Aldo Velasco: The Filmmaker's Mother, Fleeing, Promised 'Fun Trip'
KCET Departures asks, "What's your or your family's Los Angeles arrival story?"
Today, we hear from filmmaker and playwright Aldo Velasco. He's worked throughout the city and resides in Echo Park.
"I arrived in Los Angeles, with my sister and mother, just as I was about to turn six. We were coming from Mexico, where I was born. My mother was fleeing the abuses of my father.
"I wasn't part of the planning process; one day after my father had gone to work my mother said simply that we were leaving, we were going on a 'fun trip.' She packed us into the VW Van, along with another abused wife fleeing her husband, and we crossed the border into the States. L.A. was our destination.
"We stayed with my grandmother in Alhambra for a couple months. I struggled to adjust to my new life and learn English. I turned six years old, and was given a Jaws-themed game for my birthday. But my mother decided that Oregon was a better place to raise children and off we went north.
"I didn't come back to Los Angeles for years.
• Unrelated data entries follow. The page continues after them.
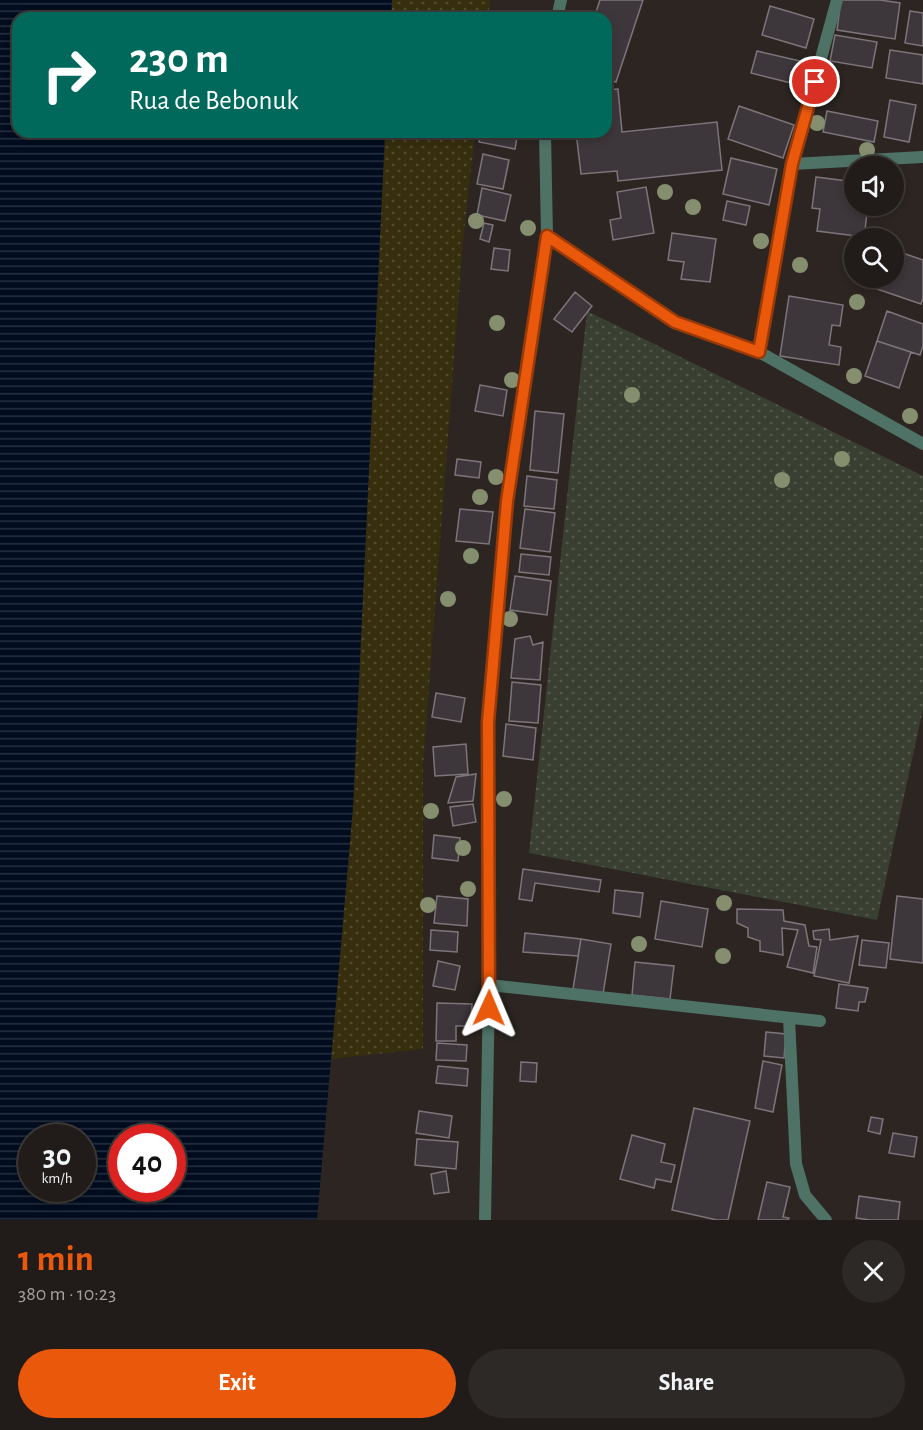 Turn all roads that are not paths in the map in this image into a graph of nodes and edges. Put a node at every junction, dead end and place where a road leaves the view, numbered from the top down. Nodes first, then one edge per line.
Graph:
1 (837, 0) edge
2 (545, 138) edge
3 (923, 157) edge
4 (792, 164) junction
5 (547, 236) junction
6 (759, 352) junction
7 (923, 444) edge
8 (489, 985) junction
9 (789, 1018) junction
10 (820, 1021) dead end
11 (485, 1220) edge
12 (826, 1220) edge

1 - 4 street
2 - 5 street
3 - 4 street
4 - 6 street
5 - 6 street
5 - 8 street
6 - 7 street
8 - 9 street
8 - 11 street
9 - 10 street
9 - 12 street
I had become a true-blue Oregonian who looked down on L.A., for no reason other than the stereotype that Angelenos are shallow and narcissistic.
"I moved to Brentwood in the nineties for graduate film school at UCLA. I kept telling myself I'd go to school, get my degree, and get back to the Northwest as soon as I could. I hated Los Angeles, but not because of the people, who for the most part I found to be smart and spirited, not self-absorbed.
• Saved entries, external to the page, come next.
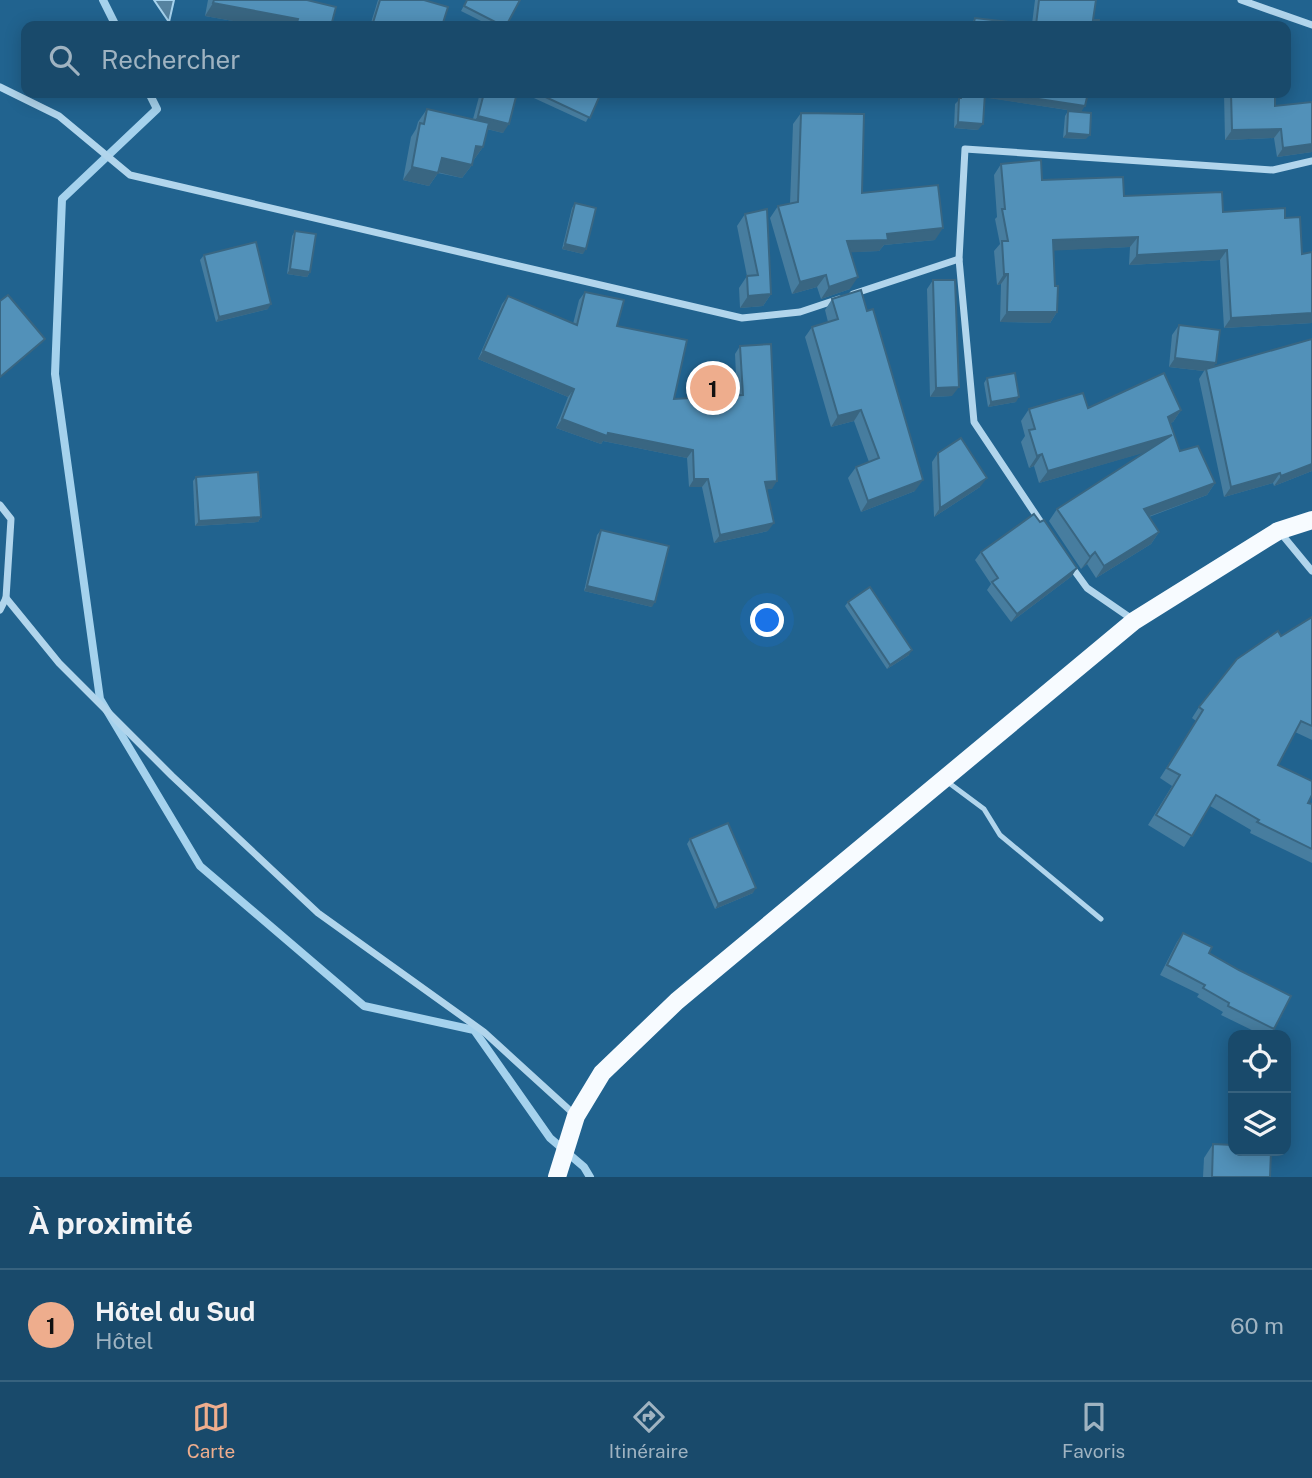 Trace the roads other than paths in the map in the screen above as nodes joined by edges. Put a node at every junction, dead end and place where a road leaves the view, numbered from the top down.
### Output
1 (1241, 0) edge
2 (1312, 24) edge
3 (0, 87) edge
4 (21, 97) edge
5 (22, 98) edge
6 (1312, 161) edge
7 (959, 259) junction
8 (0, 505) edge
9 (1312, 520) edge
10 (1278, 531) junction
11 (1052, 538) edge
12 (1066, 558) edge
13 (1312, 571) edge
14 (6, 598) junction
15 (0, 610) edge
16 (1134, 621) junction
17 (943, 779) junction
18 (1101, 919) dead end
19 (580, 1109) junction
20 (557, 1177) edge

1 - 2 street
3 - 4 street
5 - 7 street
6 - 7 street
7 - 11 street
8 - 14 street
9 - 10 main road
10 - 13 street
10 - 16 main road
12 - 16 street
14 - 15 street
14 - 19 street
16 - 17 main road
17 - 18 lane
17 - 19 main road
19 - 20 main road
"I hated the architecture and layout of the town. I felt that the very sprawl of this city was keeping its wonderful residents from cohering into a great community. All my films at UCLA were inspired by my feelings of isolation and dehumanization in Car City.
"I told myself to be careful. I could become like the spiders I used to capture in jars as a kid. The spiders hated being confined and I'd have to screw the lid on to keep them inside, but after a couple days I could leave the jar open, because the spider had built its web in there and considered it home.
"I knew that could happen to me in L.A. I might stay even though I hated it, because I might build my web of friends, relationships, favorite restaurants, secret hideouts, and longings. I might even convince myself that I actually liked Los Angeles, I might move to Echo Park and become part my own community, I might decide that couldn't live anywhere else in the world.
"And that's exactly what happened."
-- Aldo Velasco
(as emailed to Jeremy Rosenberg)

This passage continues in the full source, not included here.